How Google’s Android Keyboard Keeps ‘Smart Replies’ Private

Google has infused its so-called Smart Reply feature, which uses machine learning to suggest words and sentences you may want to type next, into various email products for the past several years. But with Android 11, those contextual nudges—including emojis and stickers—are built directly into Gboard, Google’s popular keyboard app. They can follow you everywhere you type. The real trick? Figuring out how to keep the AI that powers all of this from becoming a privacy nightmare.

First, some basics. Google has been adamant for years that Gboard doesn’t retain or send any data about your keystrokes. The only time the company knows what you’re typing on Gboard is when you use the app to submit a Google search or input other data to the company’s services that it would see from any keyboard. But offering reply recommendations has broader potential privacy implications, since the feature relies on real-time analysis of everything that’s going on in your mobile life to make useful suggestions.

“Within Gboard we want to be smart, we want to give you the right emoji prediction and the right text prediction,” says Xu Liu, Gboard’s director of engineering. “But we don’t want to log anything you type, and there’s no text or content going to any server at all. So that’s a big challenge, but privacy is our number one engineering focus.”

To achieve that privacy, Google is running all of the necessary algorithms locally on your device. It doesn’t see your data or send it anywhere. And there’s another thing: Google isn’t trusting the Gboard app itself to do any of that processing.

“It’s great to see advanced machine learning research work its way into practical use for strictly on-device applications,” says Kenn White, a security engineer and founder of the Open Crypto Audit Project.

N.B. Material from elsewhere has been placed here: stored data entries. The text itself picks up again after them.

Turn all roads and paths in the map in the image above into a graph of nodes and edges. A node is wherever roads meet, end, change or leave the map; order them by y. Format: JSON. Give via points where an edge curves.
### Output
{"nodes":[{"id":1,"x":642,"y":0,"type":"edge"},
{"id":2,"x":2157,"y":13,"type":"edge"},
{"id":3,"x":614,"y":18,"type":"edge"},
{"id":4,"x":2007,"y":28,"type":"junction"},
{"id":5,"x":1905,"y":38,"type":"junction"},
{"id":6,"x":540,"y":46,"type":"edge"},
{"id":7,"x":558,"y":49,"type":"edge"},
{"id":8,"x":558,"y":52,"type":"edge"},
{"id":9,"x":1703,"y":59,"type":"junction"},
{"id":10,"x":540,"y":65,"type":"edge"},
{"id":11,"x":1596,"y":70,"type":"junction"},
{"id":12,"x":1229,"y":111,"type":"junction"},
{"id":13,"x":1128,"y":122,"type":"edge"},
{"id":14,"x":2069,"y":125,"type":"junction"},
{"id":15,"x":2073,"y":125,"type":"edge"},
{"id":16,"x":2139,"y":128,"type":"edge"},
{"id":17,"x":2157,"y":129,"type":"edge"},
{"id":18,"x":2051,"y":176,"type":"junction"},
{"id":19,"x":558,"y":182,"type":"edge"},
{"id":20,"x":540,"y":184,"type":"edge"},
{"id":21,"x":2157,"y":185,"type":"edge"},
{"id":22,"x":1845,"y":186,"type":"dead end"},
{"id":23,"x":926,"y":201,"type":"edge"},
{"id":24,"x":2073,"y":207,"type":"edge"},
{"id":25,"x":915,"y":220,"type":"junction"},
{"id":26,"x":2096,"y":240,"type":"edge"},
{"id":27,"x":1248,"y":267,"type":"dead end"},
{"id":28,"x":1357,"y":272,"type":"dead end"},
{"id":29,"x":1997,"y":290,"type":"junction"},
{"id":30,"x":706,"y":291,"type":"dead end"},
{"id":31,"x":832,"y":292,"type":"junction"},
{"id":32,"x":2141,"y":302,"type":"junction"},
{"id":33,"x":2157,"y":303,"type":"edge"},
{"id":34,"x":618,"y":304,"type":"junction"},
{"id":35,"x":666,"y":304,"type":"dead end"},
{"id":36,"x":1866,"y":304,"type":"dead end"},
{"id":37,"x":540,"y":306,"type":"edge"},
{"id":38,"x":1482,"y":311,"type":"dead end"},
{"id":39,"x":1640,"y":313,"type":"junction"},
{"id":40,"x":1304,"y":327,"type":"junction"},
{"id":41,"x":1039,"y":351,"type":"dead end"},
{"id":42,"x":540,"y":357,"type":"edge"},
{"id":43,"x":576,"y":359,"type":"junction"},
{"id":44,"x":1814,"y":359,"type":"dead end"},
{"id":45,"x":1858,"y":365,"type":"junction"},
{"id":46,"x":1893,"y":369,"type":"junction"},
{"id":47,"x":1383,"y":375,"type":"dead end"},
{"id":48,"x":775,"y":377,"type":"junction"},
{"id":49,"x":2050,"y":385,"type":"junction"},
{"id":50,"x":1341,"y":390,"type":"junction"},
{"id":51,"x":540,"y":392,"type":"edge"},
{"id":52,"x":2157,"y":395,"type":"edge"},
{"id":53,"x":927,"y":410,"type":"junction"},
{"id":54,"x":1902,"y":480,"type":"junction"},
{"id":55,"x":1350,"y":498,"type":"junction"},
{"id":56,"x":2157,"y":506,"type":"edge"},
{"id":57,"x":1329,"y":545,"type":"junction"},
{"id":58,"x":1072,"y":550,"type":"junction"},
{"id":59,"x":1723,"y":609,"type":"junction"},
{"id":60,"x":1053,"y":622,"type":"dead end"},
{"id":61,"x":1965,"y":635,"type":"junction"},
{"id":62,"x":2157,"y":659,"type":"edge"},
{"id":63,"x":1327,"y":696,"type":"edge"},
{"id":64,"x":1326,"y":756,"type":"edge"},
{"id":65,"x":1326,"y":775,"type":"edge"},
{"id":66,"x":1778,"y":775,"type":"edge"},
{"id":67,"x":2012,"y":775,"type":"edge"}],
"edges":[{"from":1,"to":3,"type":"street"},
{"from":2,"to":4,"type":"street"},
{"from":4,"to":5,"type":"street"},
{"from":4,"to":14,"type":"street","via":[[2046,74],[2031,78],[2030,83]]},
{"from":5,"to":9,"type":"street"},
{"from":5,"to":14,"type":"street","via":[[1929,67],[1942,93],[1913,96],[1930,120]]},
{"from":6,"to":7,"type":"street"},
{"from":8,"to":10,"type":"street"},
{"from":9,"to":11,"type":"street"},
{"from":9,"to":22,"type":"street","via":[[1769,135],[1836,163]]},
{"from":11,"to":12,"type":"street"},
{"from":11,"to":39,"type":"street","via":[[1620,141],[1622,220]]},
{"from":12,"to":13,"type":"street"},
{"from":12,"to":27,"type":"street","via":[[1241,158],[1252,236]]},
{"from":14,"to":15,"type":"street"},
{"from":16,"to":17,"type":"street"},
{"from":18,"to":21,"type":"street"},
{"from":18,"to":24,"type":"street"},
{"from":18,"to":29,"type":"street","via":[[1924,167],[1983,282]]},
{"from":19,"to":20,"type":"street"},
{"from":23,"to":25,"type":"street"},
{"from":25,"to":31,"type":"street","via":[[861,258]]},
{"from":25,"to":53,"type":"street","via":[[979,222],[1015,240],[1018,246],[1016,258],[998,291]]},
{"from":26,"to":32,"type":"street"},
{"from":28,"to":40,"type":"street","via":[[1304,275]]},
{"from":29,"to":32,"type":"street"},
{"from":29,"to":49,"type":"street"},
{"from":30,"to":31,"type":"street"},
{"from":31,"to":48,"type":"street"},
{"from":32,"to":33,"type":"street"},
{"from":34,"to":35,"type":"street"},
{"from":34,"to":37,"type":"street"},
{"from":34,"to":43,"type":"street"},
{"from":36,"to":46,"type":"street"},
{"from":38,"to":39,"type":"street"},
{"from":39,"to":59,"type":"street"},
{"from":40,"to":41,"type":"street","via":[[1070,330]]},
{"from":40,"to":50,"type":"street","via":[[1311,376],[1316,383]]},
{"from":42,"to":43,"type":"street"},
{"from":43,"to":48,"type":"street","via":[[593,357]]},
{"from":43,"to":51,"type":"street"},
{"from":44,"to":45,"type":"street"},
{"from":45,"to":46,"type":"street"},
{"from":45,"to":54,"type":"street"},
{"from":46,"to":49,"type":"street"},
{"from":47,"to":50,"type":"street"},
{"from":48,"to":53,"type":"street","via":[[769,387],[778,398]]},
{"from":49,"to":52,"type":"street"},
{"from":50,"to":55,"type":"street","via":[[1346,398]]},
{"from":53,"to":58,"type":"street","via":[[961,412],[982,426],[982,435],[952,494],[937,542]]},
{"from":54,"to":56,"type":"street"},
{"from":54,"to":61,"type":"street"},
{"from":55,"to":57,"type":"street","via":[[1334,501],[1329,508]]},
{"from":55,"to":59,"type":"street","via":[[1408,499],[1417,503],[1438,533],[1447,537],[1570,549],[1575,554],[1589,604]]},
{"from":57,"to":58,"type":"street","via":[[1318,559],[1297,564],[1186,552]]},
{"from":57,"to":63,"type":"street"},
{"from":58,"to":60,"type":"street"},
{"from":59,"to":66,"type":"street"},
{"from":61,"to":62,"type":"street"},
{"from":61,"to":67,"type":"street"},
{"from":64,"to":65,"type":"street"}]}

Even with the precaution of keeping all the AI magic on the device, giving a keyboard app access to the content that feeds those calculations would be high risk. Malicious apps, for example, could try to attack the keyboard app to access data they shouldn’t be able to see. So the Gboard team had an idea: Why not box Gboard out of the equation entirely and have the Android operating system itself run the machine learning analyses to determine response recommendations? Android already runs all of your apps and services, meaning you’ve already entrusted it with your data. And any malware that’s sophisticated enough to take control of your smartphone’s operating system can ransack the whole thing anyway. Even in a worst-case scenario, the reasoning goes, letting Android oversee predictive replies doesn’t create an additional avenue for attack.

So when Gboard pops up three suggestions of what to type next in Android 11, you’re actually not looking at the Gboard app when you scan those options. Instead, you’re experiencing a sort of composite of Gboard and the Android platform itself.

“It’s a seamless experience, but we have two layers,” Google’s Liu says. “One is the keyboard layer, and the other is the operating system layer, but it’s transparent.”

Gboard is the default keyboard on stock Android, but it’s also available on iOS. These new features aren’t available for iPhone and iPad owners, but because Android is open source, Google can offer the same predictive feature it’s using in Gboard for any third-party keyboard to incorporate into its app. This way, alternative keyboards don’t have to do anything sneaky or try to work around Android’s permission limits for apps to offer predictive replies. And the whole system is powered by Google’s “federated learning” techniques, a way of building machine learning models off of data sets that come from all different sources and are never combined—like using data from everyone’s phones to refine prediction algorithms without ever moving the data off their devices.